Evo Morales tendría que ser capaz de distinguir semejantes trampas discursivas, no perder de vista que la fetichización de la otredad (en la línea de Emmanuel Lévinas) atenta contra la articulación de la mismidad (el centro de toda política emancipatoria). El mundo new age de Pandora, con su Mesías venido de afuera –de las entrañas del Imperio–, con sus efectos tridimensionales y su narrativa rutinaria, no es el de la armonía (imaginaria) perdida, sino el de la renuncia a transformar las cosas aquí y ahora.

La Tempestad, México, marzo-abril de 2010

El cuerpo como texto

…mi cuerpo es y no es mío.
Judith Butler


Una suerte de transparencia, al principio. Prosa despojada, campo semántico limitado. Se nos ofrece, aparentemente, la posibilidad de una lectura sin fricciones. Algo emerge desde el fondo, sin embargo. Aparecen grietas, intersticios que atentan contra la tersura. En el texto surgen vacíos, horadaciones. Como en un cuerpo. Los libros de Mario Bellatin (México DF, 1960) funcionan de ese modo.
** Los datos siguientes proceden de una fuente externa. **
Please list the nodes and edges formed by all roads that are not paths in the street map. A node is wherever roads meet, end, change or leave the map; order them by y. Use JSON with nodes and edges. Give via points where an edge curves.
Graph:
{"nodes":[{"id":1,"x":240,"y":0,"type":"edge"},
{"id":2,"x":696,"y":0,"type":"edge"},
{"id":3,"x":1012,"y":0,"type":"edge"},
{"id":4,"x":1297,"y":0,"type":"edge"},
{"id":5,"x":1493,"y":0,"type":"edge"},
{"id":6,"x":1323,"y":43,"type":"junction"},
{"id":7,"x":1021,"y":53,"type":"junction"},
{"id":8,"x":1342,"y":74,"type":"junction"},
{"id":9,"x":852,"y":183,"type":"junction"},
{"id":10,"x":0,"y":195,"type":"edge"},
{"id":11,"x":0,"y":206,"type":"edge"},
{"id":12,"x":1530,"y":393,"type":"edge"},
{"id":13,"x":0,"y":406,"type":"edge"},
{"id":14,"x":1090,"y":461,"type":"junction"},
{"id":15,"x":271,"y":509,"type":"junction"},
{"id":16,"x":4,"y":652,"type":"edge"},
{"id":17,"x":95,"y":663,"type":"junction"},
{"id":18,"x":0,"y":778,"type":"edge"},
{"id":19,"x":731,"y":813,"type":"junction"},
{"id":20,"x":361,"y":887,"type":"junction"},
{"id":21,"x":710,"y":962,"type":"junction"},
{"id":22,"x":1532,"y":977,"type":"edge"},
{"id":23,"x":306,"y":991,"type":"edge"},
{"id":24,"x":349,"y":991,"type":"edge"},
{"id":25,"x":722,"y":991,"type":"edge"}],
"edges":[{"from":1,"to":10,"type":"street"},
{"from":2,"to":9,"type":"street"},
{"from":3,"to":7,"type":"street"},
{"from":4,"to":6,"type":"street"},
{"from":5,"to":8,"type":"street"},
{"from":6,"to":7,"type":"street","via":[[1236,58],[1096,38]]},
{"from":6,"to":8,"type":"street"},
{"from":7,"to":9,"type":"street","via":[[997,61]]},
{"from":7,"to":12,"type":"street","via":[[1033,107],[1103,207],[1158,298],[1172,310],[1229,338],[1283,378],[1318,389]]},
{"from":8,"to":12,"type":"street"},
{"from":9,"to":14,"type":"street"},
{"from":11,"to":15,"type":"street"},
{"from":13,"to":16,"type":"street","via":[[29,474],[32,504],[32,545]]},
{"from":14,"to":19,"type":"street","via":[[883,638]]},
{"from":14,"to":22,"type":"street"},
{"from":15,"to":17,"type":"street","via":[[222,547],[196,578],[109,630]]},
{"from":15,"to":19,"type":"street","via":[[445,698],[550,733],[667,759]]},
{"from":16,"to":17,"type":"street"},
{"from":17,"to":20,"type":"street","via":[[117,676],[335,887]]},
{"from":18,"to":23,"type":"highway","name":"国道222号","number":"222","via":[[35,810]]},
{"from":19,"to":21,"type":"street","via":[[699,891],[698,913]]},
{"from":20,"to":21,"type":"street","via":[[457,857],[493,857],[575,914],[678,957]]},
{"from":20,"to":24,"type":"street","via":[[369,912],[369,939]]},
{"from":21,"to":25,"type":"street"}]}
Porque allí donde el texto se abre, donde parpadea, opera la seducción.

En un pasaje de Perros héroes (2003) se habla, por primera vez, del mito de origen: el niño escritor que compone «un libro sobre perros de vidas heroicas». En Underwood portátil. Modelo 1915 (2005) sabremos que ese niño no es otro que el autor: «Quizá todo comenzó cuando tenía diez años. De buenas a primeras se me ocurrió hacer un libro de perros». Inexplicablemente, el proyecto causó un enorme recelo en su familia. En sus reelaboraciones autobiográficas (al mismo tiempo autoficcionales) Bellatin ha dado a esa experiencia un valor determinante: aquel rechazo inaugural constituye el motor de su escritura. Los textos se postulan, de ese modo, como órganos de un cuerpo que se afirma: «Cada uno de los libros es un aspecto de un libro que vengo redactando desde que era niño, basado en la forma de aquellos catecismos de tapas duras y blancas que llevaban un crisantemo atrapado entre sus páginas. El primero tomó forma a los diez años de edad. Trataba de los perros que conocía. De mi visión de ellos. Creo que ahora sigo en la búsqueda de algo similar. De establecer una cierta mirada de las cosas» (Condición de las flores, 2008).


La irrupción de la dimensión autobiográfica –ya presente, y de manera no tan velada, antes de Perros héroes– en la narrativa de Bellatin habla de la voluntad de construirse un cuerpo en el texto. Hay, en esa estrategia, un resorte: el goce. Es inevitable enfrentarse, aquí, a El placer del texto (1973) de Barthes. Si el texto de placer pertenece al terreno de la cultura, apela a la tradición y nos conforta, nos atempera (para decirlo con Lacan), el texto de goce produce grietas en los fundamentos históricos, pone en crisis nuestras certidumbres. Así, quien «mantiene los dos textos en su campo […] goza simultáneamente de la consistencia de su yo (es su placer) y de la búsqueda de su pérdida (es su goce). Es un sujeto dos veces escindido, dos veces perverso». Esto queda claro en El Gran Vidrio (2007), el libro más poderoso del último Bellatin.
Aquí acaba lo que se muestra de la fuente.